---------- Data supplied ----------

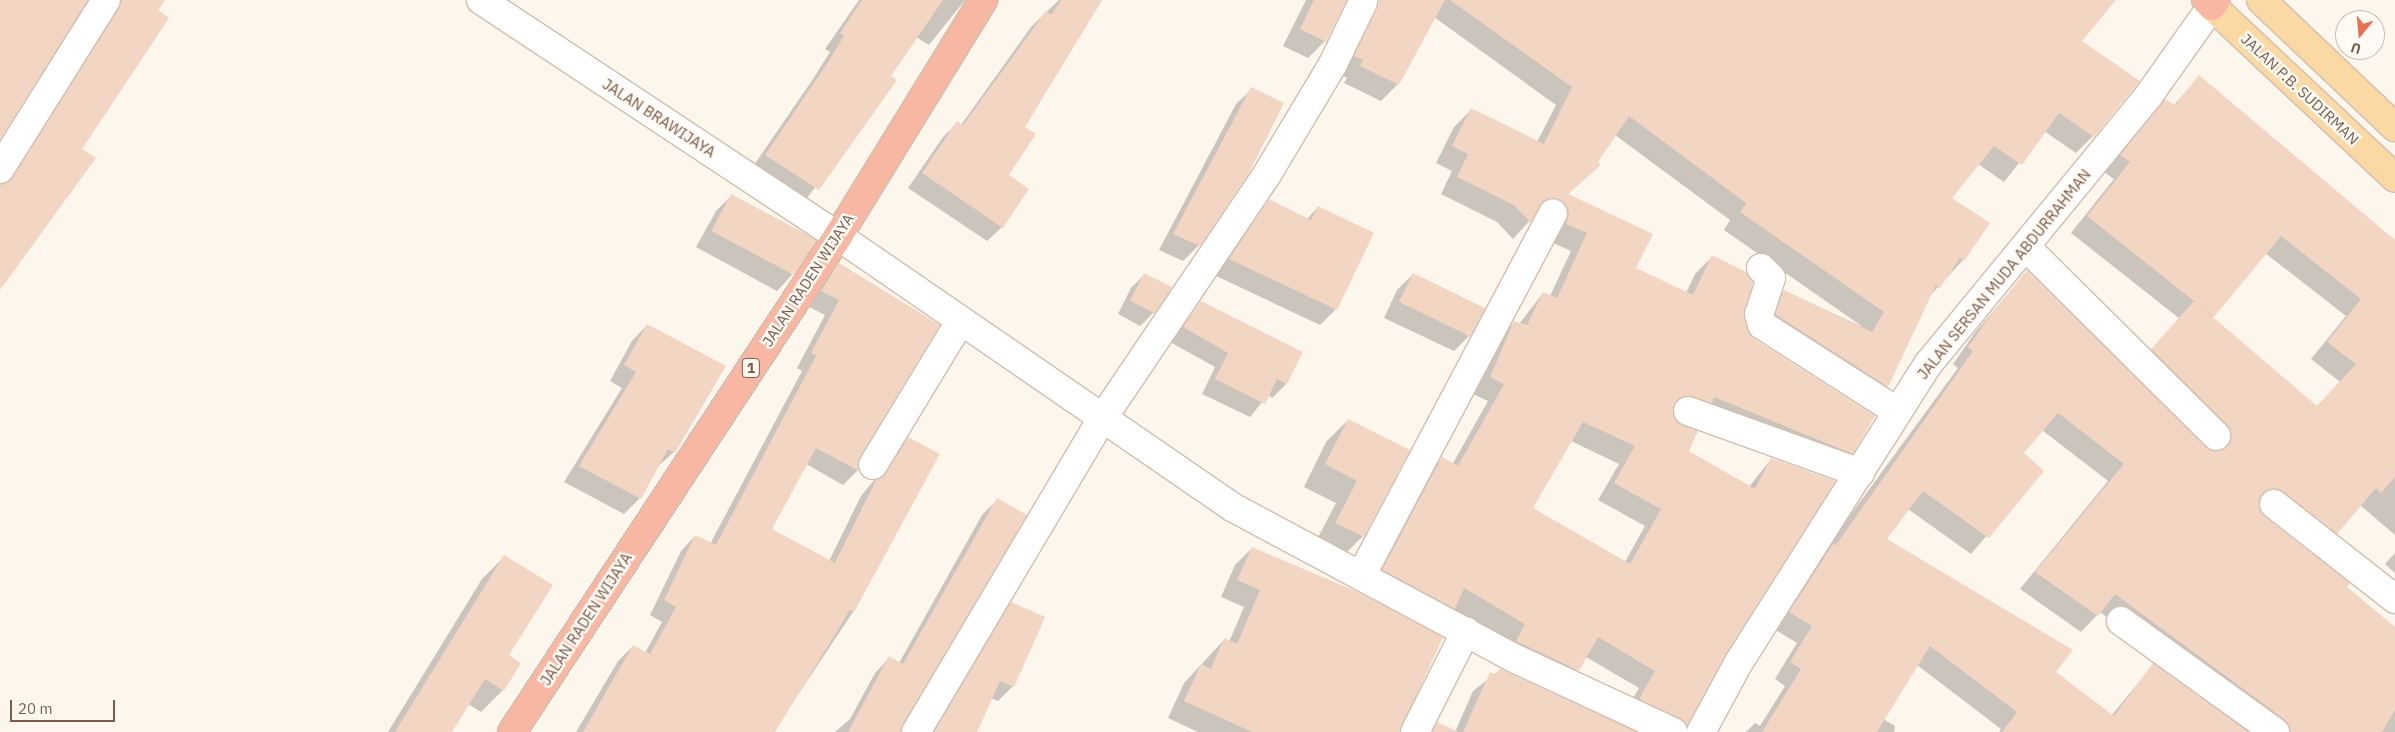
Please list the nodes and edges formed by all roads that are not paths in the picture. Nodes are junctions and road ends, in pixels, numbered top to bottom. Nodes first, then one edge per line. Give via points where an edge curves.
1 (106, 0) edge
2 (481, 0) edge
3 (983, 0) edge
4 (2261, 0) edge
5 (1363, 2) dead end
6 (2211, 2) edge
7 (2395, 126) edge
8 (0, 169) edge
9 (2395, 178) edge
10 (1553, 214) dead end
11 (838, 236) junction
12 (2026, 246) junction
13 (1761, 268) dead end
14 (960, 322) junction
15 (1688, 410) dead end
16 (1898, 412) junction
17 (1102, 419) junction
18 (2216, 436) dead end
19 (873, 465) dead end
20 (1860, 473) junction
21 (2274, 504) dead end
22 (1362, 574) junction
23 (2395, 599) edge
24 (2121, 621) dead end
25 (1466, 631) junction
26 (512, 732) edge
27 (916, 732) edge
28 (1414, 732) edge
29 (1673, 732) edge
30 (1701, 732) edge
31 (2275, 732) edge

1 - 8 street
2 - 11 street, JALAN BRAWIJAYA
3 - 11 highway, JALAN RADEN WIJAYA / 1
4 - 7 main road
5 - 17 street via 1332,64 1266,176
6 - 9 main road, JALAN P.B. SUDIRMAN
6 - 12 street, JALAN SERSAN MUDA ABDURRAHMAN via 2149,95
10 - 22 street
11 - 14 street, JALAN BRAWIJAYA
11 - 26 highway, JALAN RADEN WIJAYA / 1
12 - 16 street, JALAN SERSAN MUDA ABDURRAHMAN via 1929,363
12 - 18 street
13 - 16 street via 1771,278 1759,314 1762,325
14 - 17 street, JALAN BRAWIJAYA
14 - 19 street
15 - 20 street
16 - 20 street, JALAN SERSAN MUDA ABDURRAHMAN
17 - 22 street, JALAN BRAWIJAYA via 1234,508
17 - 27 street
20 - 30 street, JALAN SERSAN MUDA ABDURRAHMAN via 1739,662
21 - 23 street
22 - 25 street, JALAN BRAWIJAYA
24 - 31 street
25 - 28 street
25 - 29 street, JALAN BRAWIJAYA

----------
---------- Data supplied ----------

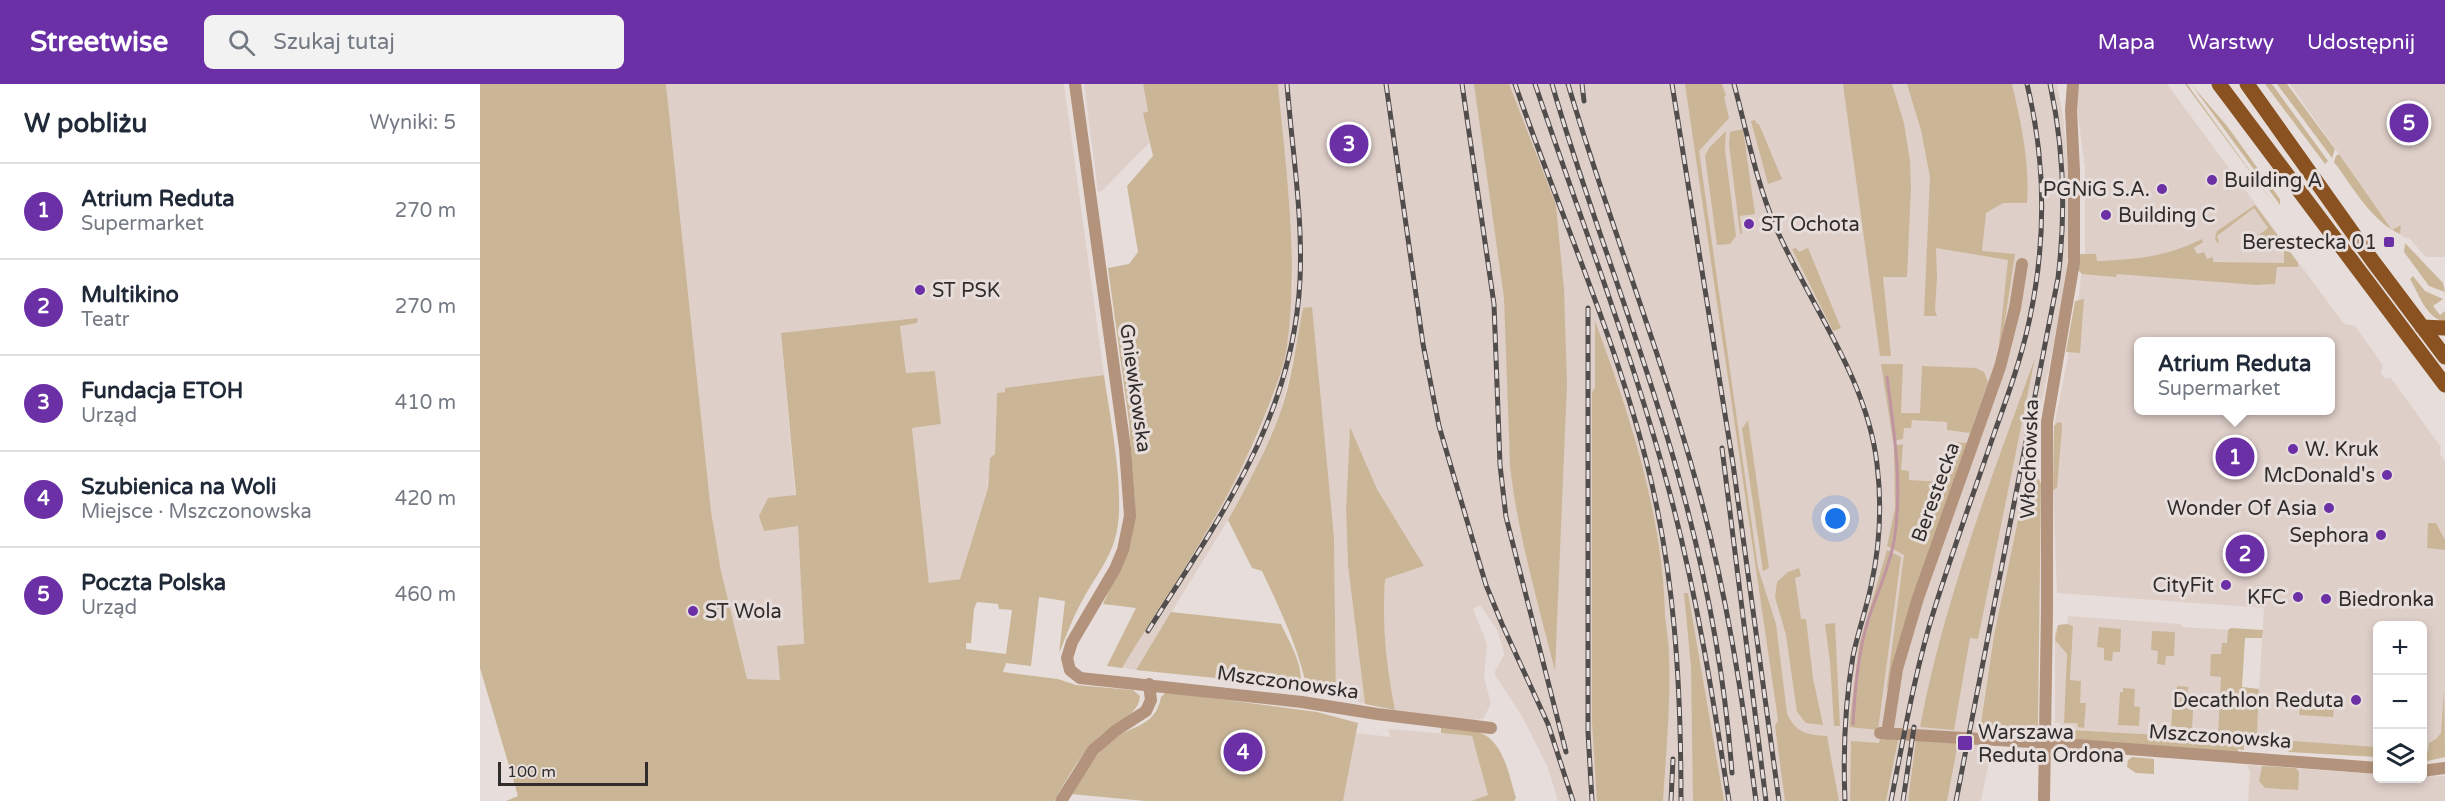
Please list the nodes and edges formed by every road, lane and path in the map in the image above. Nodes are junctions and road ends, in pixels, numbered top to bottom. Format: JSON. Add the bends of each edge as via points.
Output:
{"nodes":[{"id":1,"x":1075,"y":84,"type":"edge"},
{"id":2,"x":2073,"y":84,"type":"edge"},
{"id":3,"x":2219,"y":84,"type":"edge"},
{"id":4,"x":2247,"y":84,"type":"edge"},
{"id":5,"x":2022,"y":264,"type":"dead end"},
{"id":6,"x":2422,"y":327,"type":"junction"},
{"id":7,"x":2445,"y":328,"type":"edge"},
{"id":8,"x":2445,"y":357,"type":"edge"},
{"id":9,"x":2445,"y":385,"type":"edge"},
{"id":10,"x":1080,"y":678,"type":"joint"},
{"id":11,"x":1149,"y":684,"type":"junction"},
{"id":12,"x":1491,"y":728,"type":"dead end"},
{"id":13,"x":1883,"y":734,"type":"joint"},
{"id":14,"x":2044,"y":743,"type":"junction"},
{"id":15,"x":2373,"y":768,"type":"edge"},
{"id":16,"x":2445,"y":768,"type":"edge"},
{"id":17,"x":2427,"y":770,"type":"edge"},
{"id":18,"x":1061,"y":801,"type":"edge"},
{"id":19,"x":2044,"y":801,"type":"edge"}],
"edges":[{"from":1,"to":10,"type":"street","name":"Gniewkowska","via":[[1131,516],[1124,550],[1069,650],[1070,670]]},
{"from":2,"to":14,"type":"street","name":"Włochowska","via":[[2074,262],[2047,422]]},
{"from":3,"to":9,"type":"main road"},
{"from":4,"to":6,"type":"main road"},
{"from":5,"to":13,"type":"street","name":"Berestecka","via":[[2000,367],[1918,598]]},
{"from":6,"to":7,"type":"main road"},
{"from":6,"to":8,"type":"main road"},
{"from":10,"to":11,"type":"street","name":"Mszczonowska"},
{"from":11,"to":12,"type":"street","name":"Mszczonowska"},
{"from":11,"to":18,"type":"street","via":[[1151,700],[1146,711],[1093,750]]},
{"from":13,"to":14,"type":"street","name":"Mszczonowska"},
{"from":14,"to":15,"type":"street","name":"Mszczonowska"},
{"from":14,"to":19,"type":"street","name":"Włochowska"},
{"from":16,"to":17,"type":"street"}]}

----------

### What you have to do
Which lines above hold the string "Please"? Show each of them.

### Output of the exercise
Please list the nodes and edges formed by all roads that are not paths in the picture. Nodes are junctions and road ends, in pixels, numbered top to bottom. Nodes first, then one edge per line. Give via points where an edge curves.
Please list the nodes and edges formed by every road, lane and path in the map in the image above. Nodes are junctions and road ends, in pixels, numbered top to bottom. Format: JSON. Add the bends of each edge as via points.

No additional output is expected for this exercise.